At the same time, the front door lock on the new house jammed. After two different people tried to fix it, the second, a locksmith, said the whole lock and handle set needs to be replaced. (Jon had to climb over the fence to let us in from the back yard.)

So I have two sets of different house keys, which ALSO unlock in the opposite directions; have driven three different cars in the last nine days and three different sets of car keys, with different ways of unlocking and gas tanks all over the place; cats who keep trying to trick us into packing them into boxes so they don’t get left behind; two dogs who are alternately bored out of their minds for lack of long walks, and anxiety over moving again….

And yesterday I set up for a new show at Graton Gallery in Graton, CA, a wonderful gallery I’m so excited to be in. They showed amazing patience when I had to make three trips. One to get the jewelry cases I thought I’d forgotten. And another to bring the cases that a friend found IN THE ALLEY WAY where my studio is. Because I’d set them down to talk to a friend, and forgot to pick them back up again. (Thank you, James!)

Meanwhile, my South A Street studio is full of everything that didn’t fit in my new, smaller home studio (which is also stuffed) and I’m feeling a lit-tul bit overwhelmed with it all.

The bright side?

Friends with trucks!
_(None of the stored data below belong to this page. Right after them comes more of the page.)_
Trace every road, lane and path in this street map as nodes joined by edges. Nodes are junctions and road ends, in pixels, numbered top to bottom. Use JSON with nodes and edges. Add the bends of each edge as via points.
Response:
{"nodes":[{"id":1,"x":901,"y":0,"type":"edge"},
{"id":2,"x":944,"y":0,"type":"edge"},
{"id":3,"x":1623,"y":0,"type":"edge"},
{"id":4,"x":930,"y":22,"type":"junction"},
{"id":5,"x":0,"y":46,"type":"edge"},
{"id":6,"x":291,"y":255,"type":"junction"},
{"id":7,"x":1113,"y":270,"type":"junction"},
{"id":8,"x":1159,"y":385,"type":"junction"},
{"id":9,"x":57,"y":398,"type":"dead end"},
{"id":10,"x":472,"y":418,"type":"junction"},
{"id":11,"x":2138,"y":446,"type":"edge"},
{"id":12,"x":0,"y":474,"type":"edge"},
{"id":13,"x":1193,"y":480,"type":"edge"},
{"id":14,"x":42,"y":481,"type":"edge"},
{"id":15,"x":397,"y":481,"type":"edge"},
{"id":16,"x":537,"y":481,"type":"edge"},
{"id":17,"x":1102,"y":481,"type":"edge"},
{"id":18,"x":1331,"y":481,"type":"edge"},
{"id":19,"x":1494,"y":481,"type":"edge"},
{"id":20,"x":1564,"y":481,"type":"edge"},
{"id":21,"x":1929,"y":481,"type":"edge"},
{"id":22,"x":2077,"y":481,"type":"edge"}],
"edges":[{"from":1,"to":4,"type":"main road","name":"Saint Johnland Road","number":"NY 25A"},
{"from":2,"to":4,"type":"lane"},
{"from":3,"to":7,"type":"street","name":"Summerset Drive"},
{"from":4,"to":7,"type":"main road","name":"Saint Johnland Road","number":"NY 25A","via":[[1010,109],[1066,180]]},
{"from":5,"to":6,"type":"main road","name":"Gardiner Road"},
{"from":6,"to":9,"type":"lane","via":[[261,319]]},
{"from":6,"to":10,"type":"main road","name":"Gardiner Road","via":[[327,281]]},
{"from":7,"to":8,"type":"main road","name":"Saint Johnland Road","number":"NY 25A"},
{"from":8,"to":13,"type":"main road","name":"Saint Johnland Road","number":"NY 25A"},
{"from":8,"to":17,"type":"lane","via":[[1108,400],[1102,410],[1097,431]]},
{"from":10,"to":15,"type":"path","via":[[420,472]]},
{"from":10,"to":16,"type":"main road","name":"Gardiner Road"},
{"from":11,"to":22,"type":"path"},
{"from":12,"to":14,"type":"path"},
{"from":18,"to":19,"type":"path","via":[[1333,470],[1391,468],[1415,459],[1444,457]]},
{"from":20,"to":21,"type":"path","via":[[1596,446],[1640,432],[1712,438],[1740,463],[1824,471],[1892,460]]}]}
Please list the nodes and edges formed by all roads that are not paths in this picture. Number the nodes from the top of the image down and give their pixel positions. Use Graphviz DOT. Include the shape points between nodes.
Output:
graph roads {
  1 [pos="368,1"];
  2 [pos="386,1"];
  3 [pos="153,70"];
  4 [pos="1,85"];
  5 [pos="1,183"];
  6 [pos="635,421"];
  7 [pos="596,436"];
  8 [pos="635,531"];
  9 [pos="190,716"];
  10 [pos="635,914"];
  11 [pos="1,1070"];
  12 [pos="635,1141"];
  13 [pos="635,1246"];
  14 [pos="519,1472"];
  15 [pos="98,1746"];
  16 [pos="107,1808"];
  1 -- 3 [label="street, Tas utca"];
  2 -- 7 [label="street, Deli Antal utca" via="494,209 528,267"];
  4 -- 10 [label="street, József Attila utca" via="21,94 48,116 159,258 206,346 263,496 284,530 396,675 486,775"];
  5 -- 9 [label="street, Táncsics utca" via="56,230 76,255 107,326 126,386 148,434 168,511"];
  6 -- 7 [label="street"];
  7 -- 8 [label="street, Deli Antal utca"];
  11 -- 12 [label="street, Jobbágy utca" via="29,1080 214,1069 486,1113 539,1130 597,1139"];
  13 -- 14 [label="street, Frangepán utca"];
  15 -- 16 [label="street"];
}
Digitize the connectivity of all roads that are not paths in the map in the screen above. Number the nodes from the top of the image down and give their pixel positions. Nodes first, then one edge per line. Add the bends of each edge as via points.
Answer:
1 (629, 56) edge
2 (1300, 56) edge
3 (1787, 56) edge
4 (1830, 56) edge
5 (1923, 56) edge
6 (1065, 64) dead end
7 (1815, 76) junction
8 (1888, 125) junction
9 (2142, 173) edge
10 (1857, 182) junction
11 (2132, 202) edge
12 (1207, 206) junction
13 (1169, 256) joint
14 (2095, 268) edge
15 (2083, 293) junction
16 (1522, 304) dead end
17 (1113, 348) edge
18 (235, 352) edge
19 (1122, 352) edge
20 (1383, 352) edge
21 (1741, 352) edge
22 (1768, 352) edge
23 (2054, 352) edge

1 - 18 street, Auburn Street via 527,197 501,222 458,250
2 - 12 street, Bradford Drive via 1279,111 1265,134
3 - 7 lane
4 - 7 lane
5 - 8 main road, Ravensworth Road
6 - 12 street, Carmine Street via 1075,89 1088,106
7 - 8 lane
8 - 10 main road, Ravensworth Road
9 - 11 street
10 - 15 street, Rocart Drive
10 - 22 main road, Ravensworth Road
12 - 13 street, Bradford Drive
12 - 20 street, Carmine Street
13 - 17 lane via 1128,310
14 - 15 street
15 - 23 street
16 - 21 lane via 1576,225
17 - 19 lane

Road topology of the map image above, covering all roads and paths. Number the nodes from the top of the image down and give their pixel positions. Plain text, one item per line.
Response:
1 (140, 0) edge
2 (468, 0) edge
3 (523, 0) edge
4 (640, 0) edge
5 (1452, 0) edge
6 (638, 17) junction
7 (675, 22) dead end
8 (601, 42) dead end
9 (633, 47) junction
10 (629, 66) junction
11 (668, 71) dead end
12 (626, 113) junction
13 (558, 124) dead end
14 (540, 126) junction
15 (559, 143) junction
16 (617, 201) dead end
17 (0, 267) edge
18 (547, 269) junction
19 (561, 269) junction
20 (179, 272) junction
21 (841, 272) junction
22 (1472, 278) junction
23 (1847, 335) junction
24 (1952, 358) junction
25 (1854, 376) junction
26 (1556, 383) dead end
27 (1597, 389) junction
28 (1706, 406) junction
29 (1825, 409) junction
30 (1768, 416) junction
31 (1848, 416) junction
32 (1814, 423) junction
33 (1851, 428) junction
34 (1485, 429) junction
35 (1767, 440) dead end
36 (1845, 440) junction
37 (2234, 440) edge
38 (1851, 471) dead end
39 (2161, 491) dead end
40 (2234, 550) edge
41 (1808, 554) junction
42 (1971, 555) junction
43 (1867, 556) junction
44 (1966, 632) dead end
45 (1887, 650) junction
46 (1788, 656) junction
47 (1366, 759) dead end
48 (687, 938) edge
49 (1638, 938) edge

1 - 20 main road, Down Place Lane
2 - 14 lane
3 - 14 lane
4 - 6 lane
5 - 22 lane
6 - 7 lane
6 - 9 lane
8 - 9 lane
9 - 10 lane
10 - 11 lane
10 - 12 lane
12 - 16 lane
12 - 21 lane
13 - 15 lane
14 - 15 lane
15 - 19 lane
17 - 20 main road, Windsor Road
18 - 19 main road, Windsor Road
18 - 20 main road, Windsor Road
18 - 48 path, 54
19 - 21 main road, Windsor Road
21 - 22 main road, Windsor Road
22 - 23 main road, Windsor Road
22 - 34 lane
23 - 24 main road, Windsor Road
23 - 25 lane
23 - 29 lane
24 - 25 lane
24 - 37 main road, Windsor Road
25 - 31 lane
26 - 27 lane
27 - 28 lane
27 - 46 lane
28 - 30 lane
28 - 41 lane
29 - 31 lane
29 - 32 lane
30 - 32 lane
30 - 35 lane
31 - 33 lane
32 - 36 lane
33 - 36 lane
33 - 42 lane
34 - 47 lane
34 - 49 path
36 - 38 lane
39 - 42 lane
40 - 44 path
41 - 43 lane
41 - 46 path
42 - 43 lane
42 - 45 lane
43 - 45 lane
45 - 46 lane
Thank you, James, Cory, and West Coast Greg Thompson!

A nice new neighborhood! We’ll be in the charming (Luther) Burbank Gardens neighborhood. Where almost every single resident there has already stopped by to welcome us to the neighborhood.

We have two hyoooge, beautiful porches! More opportunities for large gatherings of friends and neighbors.

We’re even closer to my SOFA studio, and it’s easier than ever to get outta town.

We have a few more years to figure out our next stepswithout worrying about the house being sold out from under us. Good friends own the house, but they won’t be moving up here for a few more years. This works out to everyone’s advantage!

I’ve also discovered that a mixed drink in the evening does wonders for easing my busy, buzzy brain these days. (Don’t worry, I’m not normally much of a drinker. Desperate times call for desperate measures.)

So if you see me, and I seem confused about how to gas up the car, or strangely reluctant to pick up the restaurant tab, or my key ring seems to baffle me, or you here me muttering about “pitchers” or tea pots, or wondering where the paper towels are, please have mercy.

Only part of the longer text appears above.